=== Begin Enclosure ===

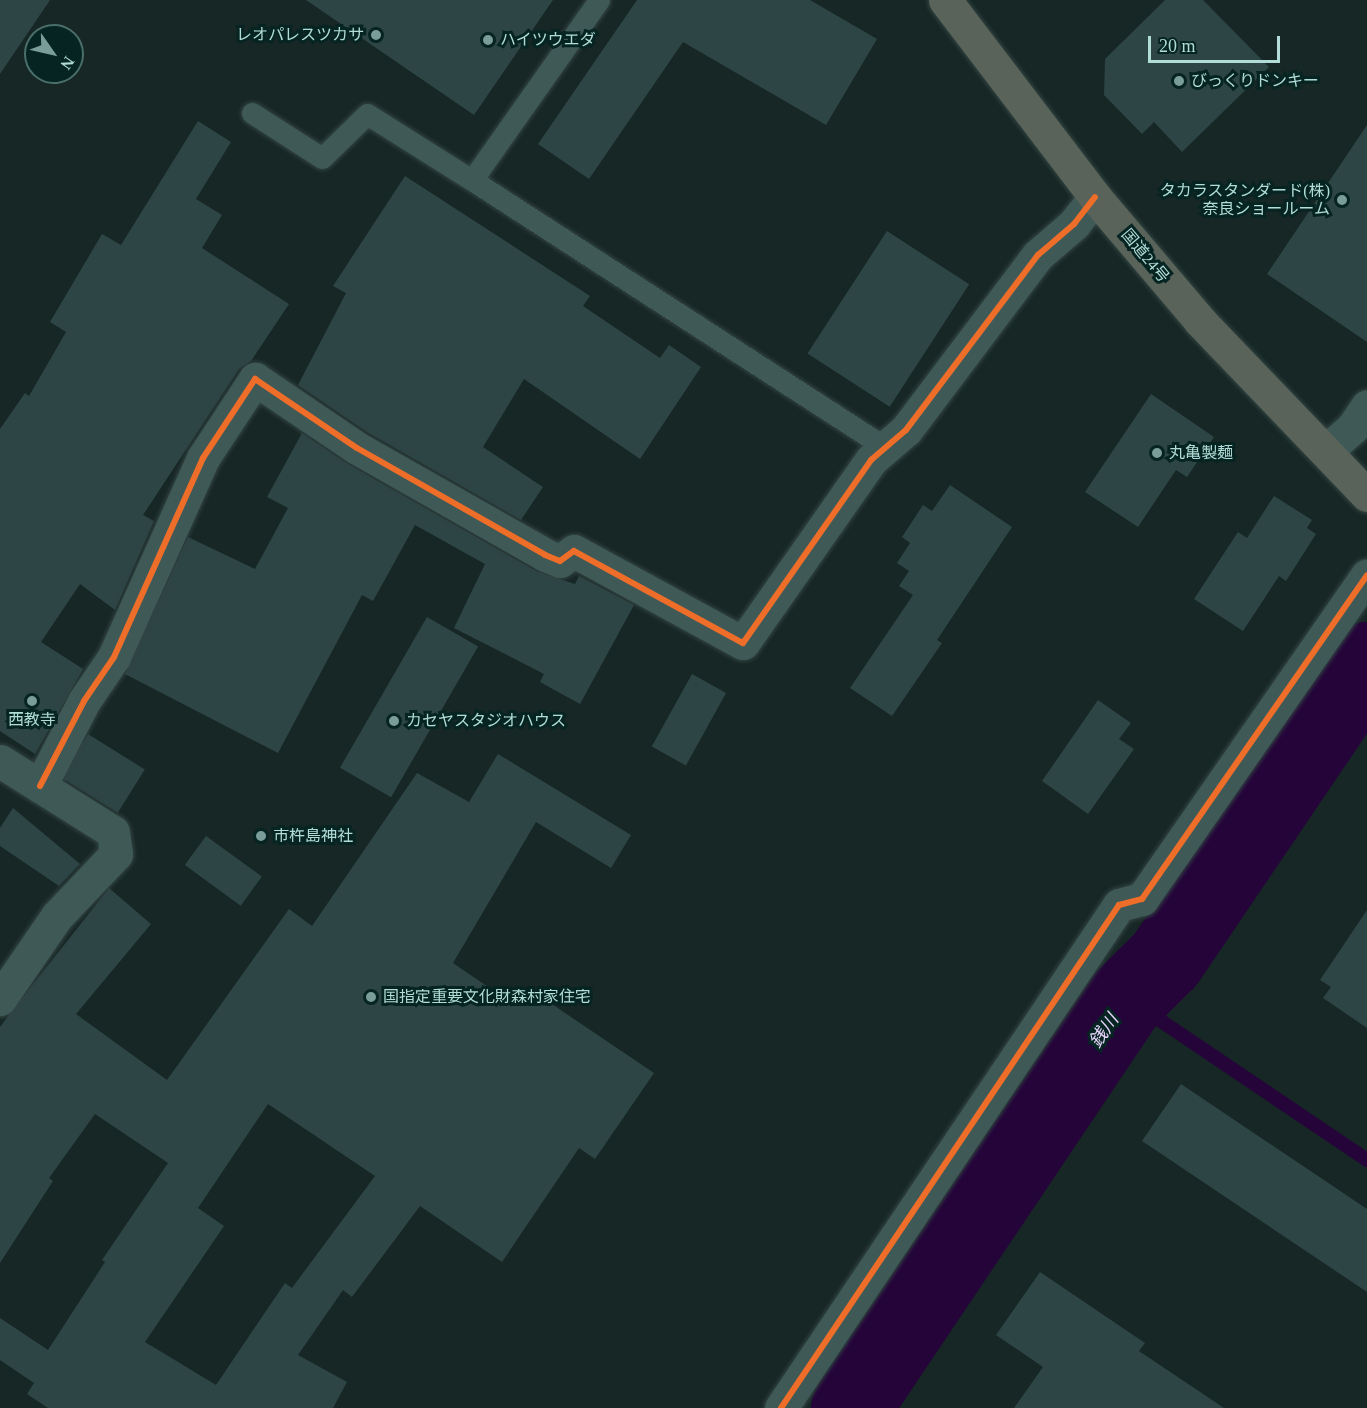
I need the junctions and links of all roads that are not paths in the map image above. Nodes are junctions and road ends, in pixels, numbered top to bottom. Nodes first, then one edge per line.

=== End Enclosure ===
=== Begin Enclosure ===

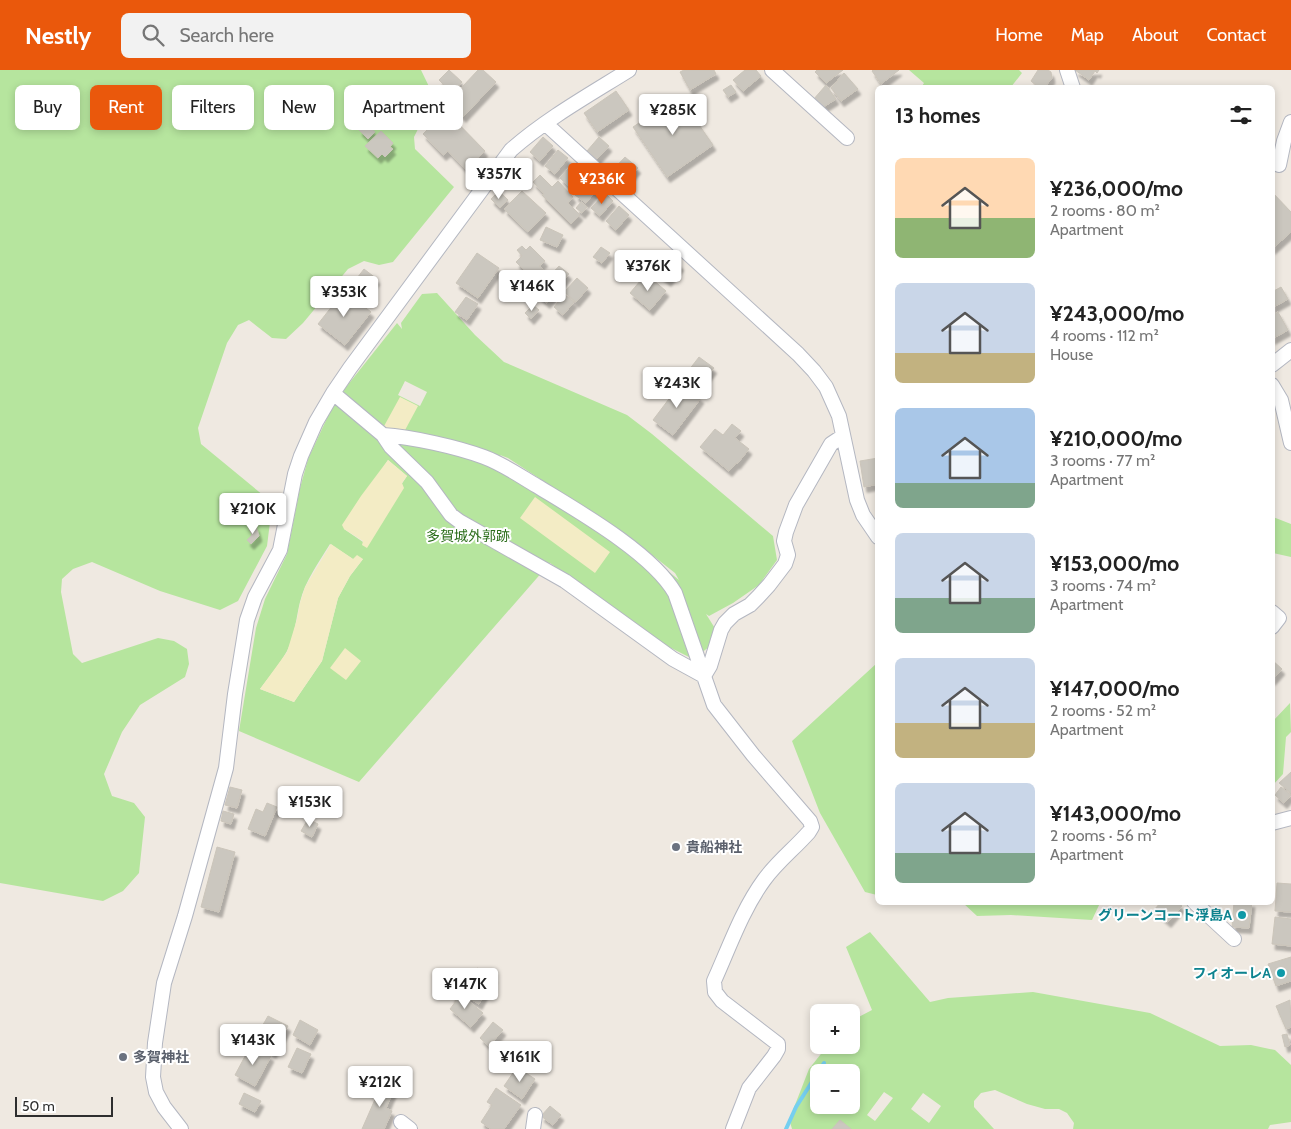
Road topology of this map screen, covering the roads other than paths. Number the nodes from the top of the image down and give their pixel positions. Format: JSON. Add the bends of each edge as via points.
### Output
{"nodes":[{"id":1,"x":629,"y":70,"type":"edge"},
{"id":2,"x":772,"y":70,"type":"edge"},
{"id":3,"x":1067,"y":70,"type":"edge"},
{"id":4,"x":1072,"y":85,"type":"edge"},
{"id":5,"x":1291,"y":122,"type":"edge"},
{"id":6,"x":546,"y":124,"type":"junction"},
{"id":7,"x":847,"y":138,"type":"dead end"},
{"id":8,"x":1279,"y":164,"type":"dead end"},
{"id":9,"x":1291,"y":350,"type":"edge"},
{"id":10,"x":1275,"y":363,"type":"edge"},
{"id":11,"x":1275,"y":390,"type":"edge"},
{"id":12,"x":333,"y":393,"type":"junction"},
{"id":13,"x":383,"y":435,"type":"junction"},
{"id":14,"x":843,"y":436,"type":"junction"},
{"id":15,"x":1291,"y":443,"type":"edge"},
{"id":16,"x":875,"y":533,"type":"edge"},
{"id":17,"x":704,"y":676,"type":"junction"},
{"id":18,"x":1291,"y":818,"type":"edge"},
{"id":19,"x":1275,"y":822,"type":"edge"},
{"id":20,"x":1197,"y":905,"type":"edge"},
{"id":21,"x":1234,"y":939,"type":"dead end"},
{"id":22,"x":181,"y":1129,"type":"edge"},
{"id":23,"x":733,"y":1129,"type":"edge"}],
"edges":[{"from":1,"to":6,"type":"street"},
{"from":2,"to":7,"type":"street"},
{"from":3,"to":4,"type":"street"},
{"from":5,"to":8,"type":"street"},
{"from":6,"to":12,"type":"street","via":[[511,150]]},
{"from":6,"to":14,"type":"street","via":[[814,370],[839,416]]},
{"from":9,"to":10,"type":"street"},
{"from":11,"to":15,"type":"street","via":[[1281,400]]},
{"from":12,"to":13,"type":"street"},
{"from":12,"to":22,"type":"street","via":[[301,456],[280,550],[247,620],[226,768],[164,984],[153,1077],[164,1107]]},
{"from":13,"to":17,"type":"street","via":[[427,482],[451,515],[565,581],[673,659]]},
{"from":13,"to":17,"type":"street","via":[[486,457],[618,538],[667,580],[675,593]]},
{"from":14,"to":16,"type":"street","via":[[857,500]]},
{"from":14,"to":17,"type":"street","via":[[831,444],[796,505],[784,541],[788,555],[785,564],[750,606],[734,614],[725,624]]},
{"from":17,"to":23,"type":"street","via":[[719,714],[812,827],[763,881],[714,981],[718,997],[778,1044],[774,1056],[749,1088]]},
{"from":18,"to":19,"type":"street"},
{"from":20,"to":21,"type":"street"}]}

=== End Enclosure ===

Across the entries above, find the lines with the string "image" and copy them.

I need the junctions and links of all roads that are not paths in the map image above. Nodes are junctions and road ends, in pixels, numbered top to bottom. Nodes first, then one edge per line.
Road topology of this map screen, covering the roads other than paths. Number the nodes from the top of the image down and give their pixel positions. Format: JSON. Add the bends of each edge as via points.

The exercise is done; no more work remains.